The Repeatablility of Quantum Mechanical Measurements and Wavefunction Collapse.

[eucleia]

Blarghlksfla... This is the typed out version of a hand-written essay I wrote for Quantum Mechanics class at uni. Believe it or not, the hand-written version took less time. D8 I'm sticking this on because it will hopefully explain some very interesting aspects of Physics to you without going into too much lingo. That is, you can all impress your friends by understanding and being able to explain to them what that paradox of Schodinger's Cat really pertains to. :3

 

The Repeatability of Quantum Mechanical Measurements and Wavefunction Collapse.

 

            It has long been a problem and puzzle in physics to equate the really big with the really small – the macroscopic and microscopic worlds. Indeed this problem is yet to be solved in a consistent manner, but there was a time the very small could barely be understood at all.

            Quantum Mechanics was initially developed to provide a better explanation of the atom, the “quantum” (term being derived from Latin, meaning “how much”) theory of the atom being developed as an explanation for the electron’s staying in it’s orbital, which was failed to be explained using the Classically based Newton’s Laws of Motion, and Maxwell’s Theory of Electromagnetism.

            Already the Quantum and Classical world can be seen to be very different, but one notable difference in particular is that the act of measurement itself may change or distort the value of the outcome, unlike in Classical Mechanics. After all, where in Classical the macroscopic objects are unaffected (to any degree that would render the disturbances negligible) by the bombardment of photons required to measure the parameters, in Quantum the photons themselves may be comparable to the size of the objects in question and thus may change the value being measured.

            As strange as the Quantum Mechanical world may seem, there appear to be plausible explanations, or at least attempts, to explain Quantum phenomena. While x and p (the positioning and momentum of an object respectively) in the Quantum world cannot be observed or known with certainty simultaneously i.e. noncommutable, a fact which gives rise to what is known as the Heisenberg Uncertainty Principle, one may obtain a probability Ψ as to how likely a particle may be found in a particular location at a certain time. So while the wavefunction describing a system/event/particle may be meaningless and unobservable, the probability density |Ψ|² can be obtained.

            Tied into the ideas of probability and how measurement itself may be capable of altering a result is the phenomenon known as “wavefunction collapse”. Bearing in mind that a wavefunction Ψ is a description or mathematical representation of a ‘mixed’ state system, wavefunction collapse occurs when all other terms in the expansion of Ψ have vanished/collapsed into nothing.

            As one of two methods by which Quantum systems may evolve, wavefunction collapse can also be brought about by the measurement of a system.
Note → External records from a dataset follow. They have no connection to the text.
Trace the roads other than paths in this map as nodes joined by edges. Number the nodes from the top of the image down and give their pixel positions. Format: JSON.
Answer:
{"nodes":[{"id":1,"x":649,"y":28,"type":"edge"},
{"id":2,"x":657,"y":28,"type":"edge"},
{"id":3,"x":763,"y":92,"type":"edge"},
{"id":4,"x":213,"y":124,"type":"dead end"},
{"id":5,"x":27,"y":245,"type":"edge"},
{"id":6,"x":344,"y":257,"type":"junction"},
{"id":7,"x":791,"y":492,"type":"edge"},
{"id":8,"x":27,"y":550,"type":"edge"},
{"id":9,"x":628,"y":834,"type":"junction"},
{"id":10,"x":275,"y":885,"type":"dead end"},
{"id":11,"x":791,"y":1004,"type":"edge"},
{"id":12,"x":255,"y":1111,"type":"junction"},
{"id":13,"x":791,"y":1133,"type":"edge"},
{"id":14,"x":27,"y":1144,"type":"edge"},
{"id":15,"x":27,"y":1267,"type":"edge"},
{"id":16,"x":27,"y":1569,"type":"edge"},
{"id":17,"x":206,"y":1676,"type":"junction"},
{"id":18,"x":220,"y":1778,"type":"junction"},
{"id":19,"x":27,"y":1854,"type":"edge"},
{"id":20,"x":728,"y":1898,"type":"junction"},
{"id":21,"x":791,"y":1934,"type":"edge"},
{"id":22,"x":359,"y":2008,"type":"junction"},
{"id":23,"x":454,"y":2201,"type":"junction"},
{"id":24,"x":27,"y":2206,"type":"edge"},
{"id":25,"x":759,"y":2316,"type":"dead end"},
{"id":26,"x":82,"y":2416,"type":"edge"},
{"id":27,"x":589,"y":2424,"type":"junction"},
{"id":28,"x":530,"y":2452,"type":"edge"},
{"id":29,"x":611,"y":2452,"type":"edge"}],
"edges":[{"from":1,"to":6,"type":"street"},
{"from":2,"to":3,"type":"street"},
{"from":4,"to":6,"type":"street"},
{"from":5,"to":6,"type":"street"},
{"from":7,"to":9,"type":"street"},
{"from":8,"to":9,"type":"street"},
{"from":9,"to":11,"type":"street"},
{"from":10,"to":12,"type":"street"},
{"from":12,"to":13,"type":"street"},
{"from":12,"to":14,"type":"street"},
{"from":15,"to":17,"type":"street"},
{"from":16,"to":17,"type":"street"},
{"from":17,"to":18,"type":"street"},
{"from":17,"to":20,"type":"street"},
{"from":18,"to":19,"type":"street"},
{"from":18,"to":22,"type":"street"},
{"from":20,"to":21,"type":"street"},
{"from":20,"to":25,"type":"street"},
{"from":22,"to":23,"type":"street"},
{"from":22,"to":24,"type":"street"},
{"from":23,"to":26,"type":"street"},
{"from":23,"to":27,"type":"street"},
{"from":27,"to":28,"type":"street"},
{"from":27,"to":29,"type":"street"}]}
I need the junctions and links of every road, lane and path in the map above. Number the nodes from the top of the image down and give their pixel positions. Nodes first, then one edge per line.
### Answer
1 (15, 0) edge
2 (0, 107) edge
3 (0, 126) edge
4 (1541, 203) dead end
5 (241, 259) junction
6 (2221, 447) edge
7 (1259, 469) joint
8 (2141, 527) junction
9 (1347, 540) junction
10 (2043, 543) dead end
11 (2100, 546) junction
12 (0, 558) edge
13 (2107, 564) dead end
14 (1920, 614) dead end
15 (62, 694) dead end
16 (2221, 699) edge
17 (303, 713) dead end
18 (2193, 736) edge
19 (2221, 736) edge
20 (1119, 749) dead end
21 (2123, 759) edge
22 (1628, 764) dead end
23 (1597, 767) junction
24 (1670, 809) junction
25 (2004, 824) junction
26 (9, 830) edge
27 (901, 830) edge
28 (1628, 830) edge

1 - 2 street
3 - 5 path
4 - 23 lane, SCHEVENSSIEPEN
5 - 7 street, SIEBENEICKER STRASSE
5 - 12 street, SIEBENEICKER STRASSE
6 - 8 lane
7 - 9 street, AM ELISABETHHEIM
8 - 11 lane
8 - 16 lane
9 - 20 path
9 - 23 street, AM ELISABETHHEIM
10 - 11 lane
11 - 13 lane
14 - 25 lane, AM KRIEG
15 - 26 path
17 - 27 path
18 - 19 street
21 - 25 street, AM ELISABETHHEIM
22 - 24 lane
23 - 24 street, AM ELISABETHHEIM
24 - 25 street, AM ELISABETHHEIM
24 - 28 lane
In this case, the act of measurement brings about a change of state in the system, which collapses from a mixed state to a ‘pure’ one. In the case of a particle in which a mathematical representation is used to calculate the probability for it to be found in a location or state of motion, and the act of measurement causes the calculated set of probabilities to collapse. The case is referred to as the Copenhagen Interpretation. The nature of Copenhagen Interpretation can be demonstrated by the paradox of “Schrödinger’s Cat”.

            Suppose a cat is put in a box with some generic radioactive substance and a radiation detector e.g. a Geiger counter. Since one can never explicitly tell when a radioactive particle will decay, we can only have a “half-life”, which is the period of time in which there is a 50% chance that the particle will decay, and a particle will be emitted (and thus detected). If a particle is detected, poisonous gas will be released and the cat killed. Since the cat is inside the box and the observer cannot see inside it (assume that said observer cannot look at the Geiger counter) then they have no idea whether the cat is dead or alive at a given time, only a probability, the wavefunction being a reflection of the observers knowledge of said system as per Copenhagen’s Interpretation.

            By this interpretation only opening the box will tell whether the cat is alive or dead (or by looking at the Geiger counter and checking to see if it has detected the decay). In the event of opening the box and finding the cat still alive, well then it is clearly not dead to the observer and the possibility of it being dead disappears. Perhaps more clearly, if one were to look at the Geiger counter or open the box and find the cat dead, then the act of knowing with certainty that the cat will be dead inside the box effectively collapses it (meaning Ψ) into a pure state in which the cat is dead. Previously, until guaranteed detection, the observer only had a probability. So in essence, the act of detection collapsed Ψ into a pure state, after which it remains in that state. After all, a cat that is dead can not come back to life. Unless the laws of biology have somehow been violated.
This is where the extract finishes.